WORK REQUEST -
Could you set down every record below exactly as it appears?

BEGIN TASK INPUTS

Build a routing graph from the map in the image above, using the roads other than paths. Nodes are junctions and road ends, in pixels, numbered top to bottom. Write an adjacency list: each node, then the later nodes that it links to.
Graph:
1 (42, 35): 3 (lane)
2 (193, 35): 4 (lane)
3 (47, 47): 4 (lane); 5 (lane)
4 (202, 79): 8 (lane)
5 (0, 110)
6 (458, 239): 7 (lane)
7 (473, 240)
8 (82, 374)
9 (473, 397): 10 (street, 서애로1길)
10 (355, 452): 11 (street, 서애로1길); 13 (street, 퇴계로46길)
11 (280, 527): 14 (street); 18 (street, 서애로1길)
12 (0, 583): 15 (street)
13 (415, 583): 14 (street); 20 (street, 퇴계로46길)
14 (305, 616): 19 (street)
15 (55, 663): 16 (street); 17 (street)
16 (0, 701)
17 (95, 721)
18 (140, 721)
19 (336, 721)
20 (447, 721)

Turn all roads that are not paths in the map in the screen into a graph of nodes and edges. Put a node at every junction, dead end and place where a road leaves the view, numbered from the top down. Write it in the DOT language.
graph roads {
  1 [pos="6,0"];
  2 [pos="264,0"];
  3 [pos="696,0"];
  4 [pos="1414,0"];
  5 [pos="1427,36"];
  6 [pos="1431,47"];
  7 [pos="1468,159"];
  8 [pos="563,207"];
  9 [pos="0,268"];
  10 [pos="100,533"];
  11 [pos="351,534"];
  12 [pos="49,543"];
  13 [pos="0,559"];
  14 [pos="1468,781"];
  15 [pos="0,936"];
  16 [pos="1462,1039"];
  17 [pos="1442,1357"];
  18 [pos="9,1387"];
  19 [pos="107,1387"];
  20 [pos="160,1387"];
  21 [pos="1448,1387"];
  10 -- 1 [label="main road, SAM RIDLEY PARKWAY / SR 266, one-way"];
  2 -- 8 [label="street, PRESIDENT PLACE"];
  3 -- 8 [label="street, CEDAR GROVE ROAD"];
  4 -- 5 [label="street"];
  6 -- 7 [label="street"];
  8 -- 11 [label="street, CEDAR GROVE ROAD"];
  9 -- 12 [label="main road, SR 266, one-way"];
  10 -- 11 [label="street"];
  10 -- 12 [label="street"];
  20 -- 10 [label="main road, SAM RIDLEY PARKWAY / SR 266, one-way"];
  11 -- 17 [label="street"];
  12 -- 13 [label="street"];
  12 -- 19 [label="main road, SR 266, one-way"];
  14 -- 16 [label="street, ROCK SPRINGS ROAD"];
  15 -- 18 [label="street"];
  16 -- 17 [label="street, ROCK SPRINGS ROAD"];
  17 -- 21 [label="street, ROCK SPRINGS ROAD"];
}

END TASK INPUTS

SOLUTION TO THIS PROBLEM -
Build a routing graph from the map in the image above, using the roads other than paths. Nodes are junctions and road ends, in pixels, numbered top to bottom. Write an adjacency list: each node, then the later nodes that it links to.
Graph:
1 (42, 35): 3 (lane)
2 (193, 35): 4 (lane)
3 (47, 47): 4 (lane); 5 (lane)
4 (202, 79): 8 (lane)
5 (0, 110)
6 (458, 239): 7 (lane)
7 (473, 240)
8 (82, 374)
9 (473, 397): 10 (street, 서애로1길)
10 (355, 452): 11 (street, 서애로1길); 13 (street, 퇴계로46길)
11 (280, 527): 14 (street); 18 (street, 서애로1길)
12 (0, 583): 15 (street)
13 (415, 583): 14 (street); 20 (street, 퇴계로46길)
14 (305, 616): 19 (street)
15 (55, 663): 16 (street); 17 (street)
16 (0, 701)
17 (95, 721)
18 (140, 721)
19 (336, 721)
20 (447, 721)

Turn all roads that are not paths in the map in the screen into a graph of nodes and edges. Put a node at every junction, dead end and place where a road leaves the view, numbered from the top down. Write it in the DOT language.
graph roads {
  1 [pos="6,0"];
  2 [pos="264,0"];
  3 [pos="696,0"];
  4 [pos="1414,0"];
  5 [pos="1427,36"];
  6 [pos="1431,47"];
  7 [pos="1468,159"];
  8 [pos="563,207"];
  9 [pos="0,268"];
  10 [pos="100,533"];
  11 [pos="351,534"];
  12 [pos="49,543"];
  13 [pos="0,559"];
  14 [pos="1468,781"];
  15 [pos="0,936"];
  16 [pos="1462,1039"];
  17 [pos="1442,1357"];
  18 [pos="9,1387"];
  19 [pos="107,1387"];
  20 [pos="160,1387"];
  21 [pos="1448,1387"];
  10 -- 1 [label="main road, SAM RIDLEY PARKWAY / SR 266, one-way"];
  2 -- 8 [label="street, PRESIDENT PLACE"];
  3 -- 8 [label="street, CEDAR GROVE ROAD"];
  4 -- 5 [label="street"];
  6 -- 7 [label="street"];
  8 -- 11 [label="street, CEDAR GROVE ROAD"];
  9 -- 12 [label="main road, SR 266, one-way"];
  10 -- 11 [label="street"];
  10 -- 12 [label="street"];
  20 -- 10 [label="main road, SAM RIDLEY PARKWAY / SR 266, one-way"];
  11 -- 17 [label="street"];
  12 -- 13 [label="street"];
  12 -- 19 [label="main road, SR 266, one-way"];
  14 -- 16 [label="street, ROCK SPRINGS ROAD"];
  15 -- 18 [label="street"];
  16 -- 17 [label="street, ROCK SPRINGS ROAD"];
  17 -- 21 [label="street, ROCK SPRINGS ROAD"];
}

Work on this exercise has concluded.